私「どうしてメイド服じゃなくて執事服なの?」

SF「……男の嫌な視線を避けるためです」

なるほど。

執事服を着ているのは大きな胸を隠すためでしょう。

男性とは、大小に関わらず女性の胸に目を向けてしまう生き物だそうです。

その男性の視線は、彼女が嫌悪する性的なものではないでしょうか。

普段からそういった視線に悩まされているのですから、今日ぐらいは悩まされずに文化祭を楽しみたかったのではないかと思います。

私「あの時、うまい棒を売りつけてきた女子高生のことを睨みつけたのも同じ理由?」

SF「……」

もしかしたら、ここらへんに何かあるのでしょうか。

援助交際をする女子高生ですか。

数年前のマスコミが昼のワイドショウや夕方のニュース番組でこぞって特集していたネタです。

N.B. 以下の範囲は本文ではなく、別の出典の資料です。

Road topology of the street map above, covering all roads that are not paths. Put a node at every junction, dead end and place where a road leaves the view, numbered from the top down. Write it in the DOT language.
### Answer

昔の話だと思っていましたが、今の話でもあるのですね。

身近に援助交際をする知り合いがいなかったので知りませんでした。

私「確かに援助交際も性的なものだけど、他人事だと考えればいいんじゃないの?」

SF「……」

私「それとも他人事じゃないから援助交際する彼女達を嫌悪するのかな」

私の想像力ではこれが限界でした。

あの時、どうして彼女はあの子達が援助交際していることを暴露したのでしょうか。

どうしてわざわざそんなことを話す必要があったのでしょうか。

初対面の平凡な大学生に話す必要性なんてどこにもありません。

あれはきっと救いを求めるサインだったのです。

「これは私の友達の話なんだけど……」という語り口で始まった話のほとんどは、大体が本人の話だと決まっています。

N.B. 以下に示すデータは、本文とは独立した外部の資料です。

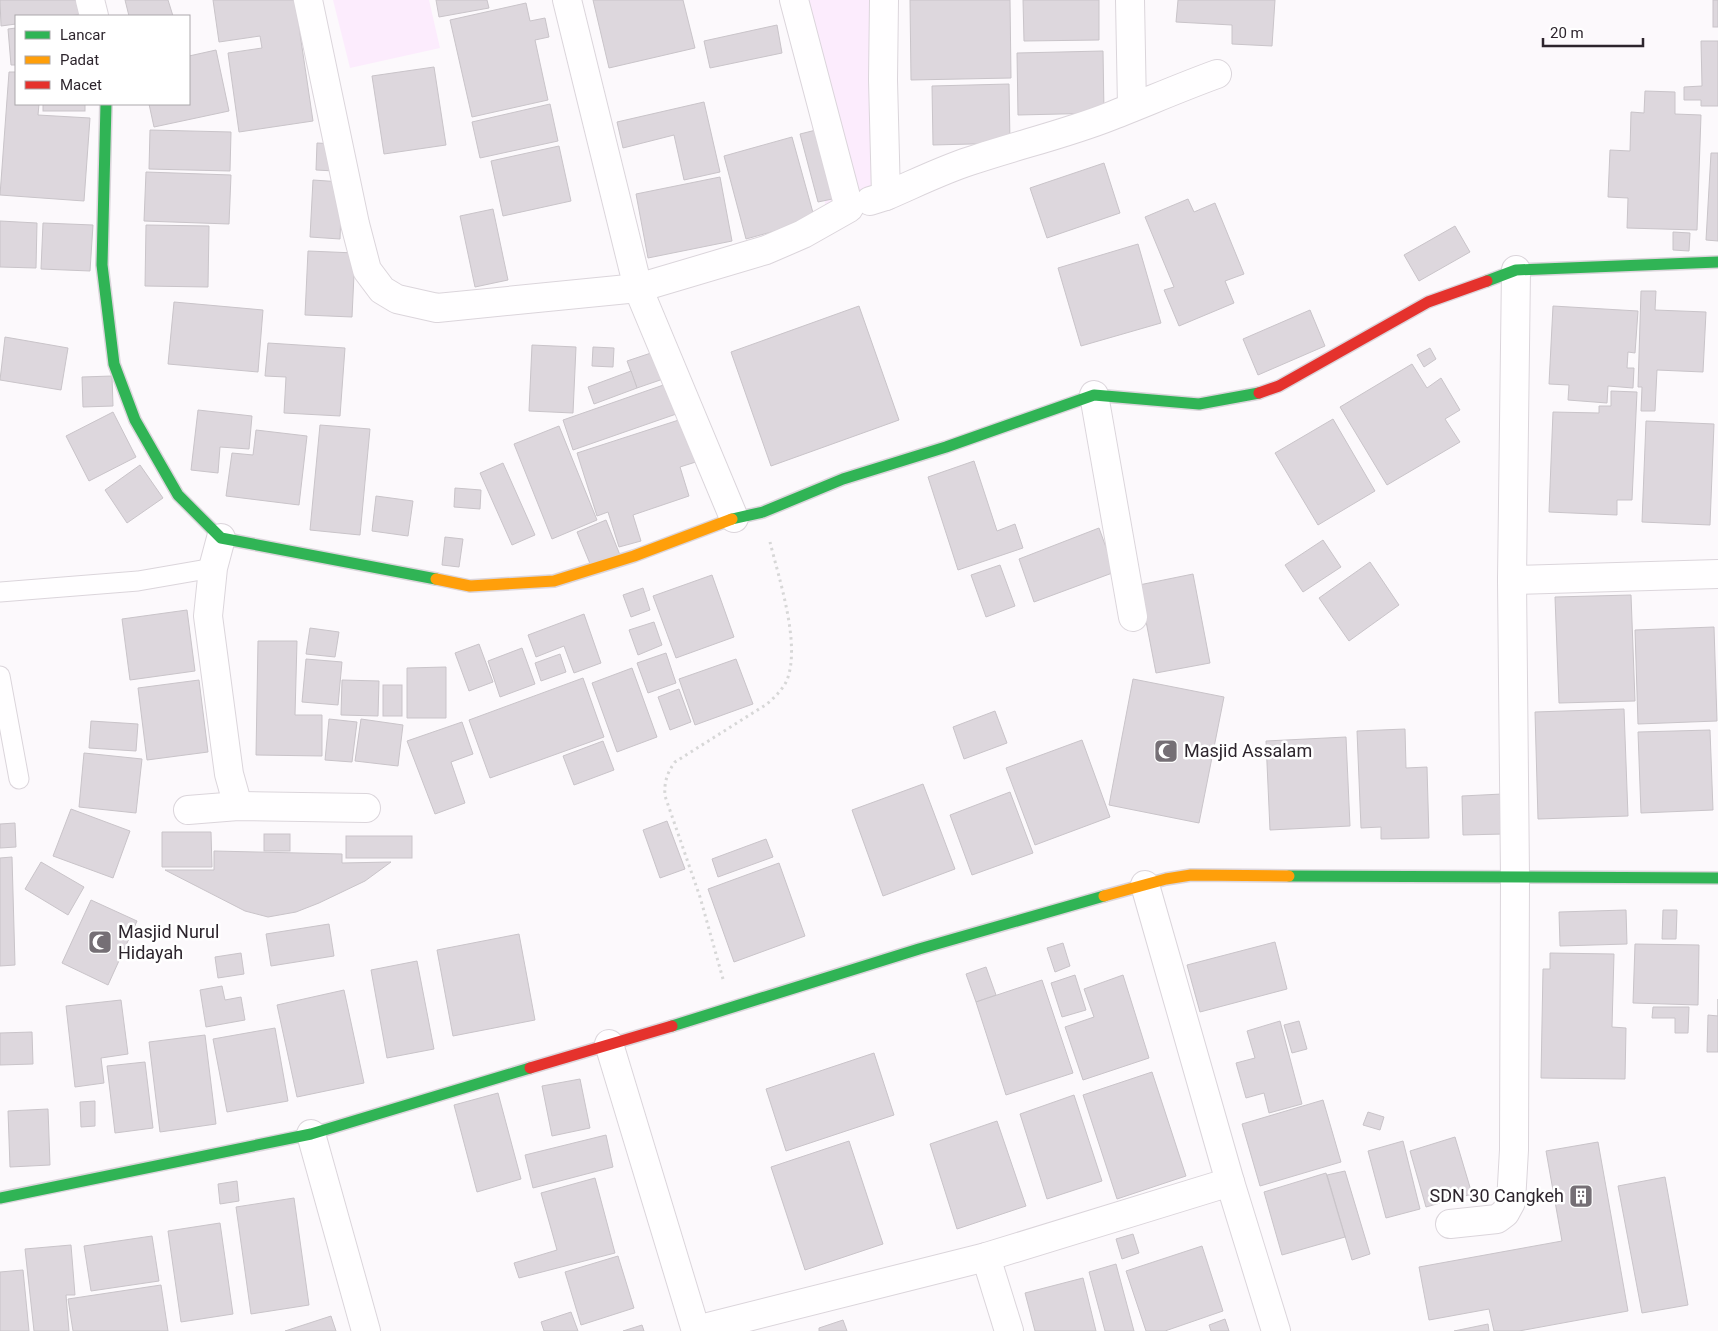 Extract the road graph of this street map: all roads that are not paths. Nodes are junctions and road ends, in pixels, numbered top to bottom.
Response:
1 (90, 0) edge
2 (308, 0) edge
3 (567, 0) edge
4 (794, 0) edge
5 (884, 0) edge
6 (1130, 0) edge
7 (94, 15) edge
8 (1217, 74) dead end
9 (106, 105) edge
10 (1132, 107) junction
11 (886, 196) junction
12 (849, 208) junction
13 (1718, 262) edge
14 (1516, 270) junction
15 (638, 288) junction
16 (1094, 395) junction
17 (734, 518) junction
18 (221, 538) junction
19 (213, 568) junction
20 (1718, 574) edge
21 (1512, 580) junction
22 (0, 592) edge
23 (1133, 618) dead end
24 (0, 676) edge
25 (19, 779) dead end
26 (238, 806) junction
27 (366, 808) dead end
28 (188, 810) dead end
29 (1515, 877) junction
30 (1718, 878) edge
31 (1145, 885) junction
32 (609, 1044) junction
33 (311, 1134) junction
34 (1230, 1182) junction
35 (0, 1198) edge
36 (1450, 1224) dead end
37 (986, 1257) junction
38 (696, 1330) edge
39 (366, 1331) edge
40 (1009, 1331) edge
41 (1276, 1331) edge

1 - 7 street
2 - 15 street
3 - 15 street
4 - 12 street
5 - 11 street
6 - 10 street
8 - 10 street
9 - 18 street
10 - 11 street
11 - 12 street
12 - 15 street
13 - 14 street
14 - 16 street
14 - 21 street
15 - 17 street
16 - 17 street
16 - 23 street
17 - 18 street
18 - 19 street
19 - 22 lane
19 - 26 street
20 - 21 street
21 - 29 street
24 - 25 lane
26 - 27 street
26 - 28 street
29 - 30 street
29 - 31 street
29 - 36 street
31 - 32 street
31 - 34 street
32 - 33 street
32 - 38 street
33 - 35 street
33 - 39 street
34 - 37 street
34 - 41 street
37 - 38 street
37 - 40 street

だから「あいつら援助交際やってますよ」とは「わたし、援助交際やってました」という意味につながるのです。

きっと後輩には援助交際をしていた過去があるのでしょう。

そして過去の罪の意識に苛まれているうちに性的なものを嫌悪するようになったのです。

それが援助交際をする女子高生を嫌悪するようになり、昔の自分を見ているようで自己嫌悪するようにもなってしまいました。

そこに私登場です(・∀・)ババーン!

偽妹ちゃんを見事に華麗に斬新に救ってみせた私です。

普段は「謙遜」と書いて私の本名「××××」と読ませていますが、今回は「救いのヒーロー」と書いて「××××」と読ませます。

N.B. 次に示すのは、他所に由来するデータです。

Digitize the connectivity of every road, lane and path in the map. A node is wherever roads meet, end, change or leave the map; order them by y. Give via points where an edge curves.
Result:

偽妹ちゃんから私の武勇伝を聞いた後輩は、救いを求めて彼女達のことを暴露したのでしょう。

頭の中で理論は作られました。

後はそれを後輩に伝えるだけです。

さて、今回も見事に華麗に斬新に救ってみせます。

ここまでだんまりを決め込んでいた後輩が口を開きました。

SF「さすがっすね、先輩。当たりです」

私「いやいや。それほどでも」

SF「そう、他人事じゃないんすよ。だからムカつくんすよ、あいつらを見てると」

うんうん、そうでしょうね。

かつて援助交際をしている自分を見ているようで辛いのでしょう。

SF「先輩。私の話を聞いてくれますか?」

私「いいよ。何でも聞くよ」

私は愛想笑いを浮かべると、後輩は俯いていた顔をあげました。

そこには、死人のような目つきでこちらを睨みつける少女の顔がありました。

目は死んでいるのに、憎悪や狂気が入り混じったような視線です。

SF「私は性的なものを嫌悪しています」

私「うん。それは……」

SF「それは私の母親が関係しています」

私「え……?」





















SF「私の母親は――風俗嬢です」

どうやら私は、とんでもない勘違いをしていたようです。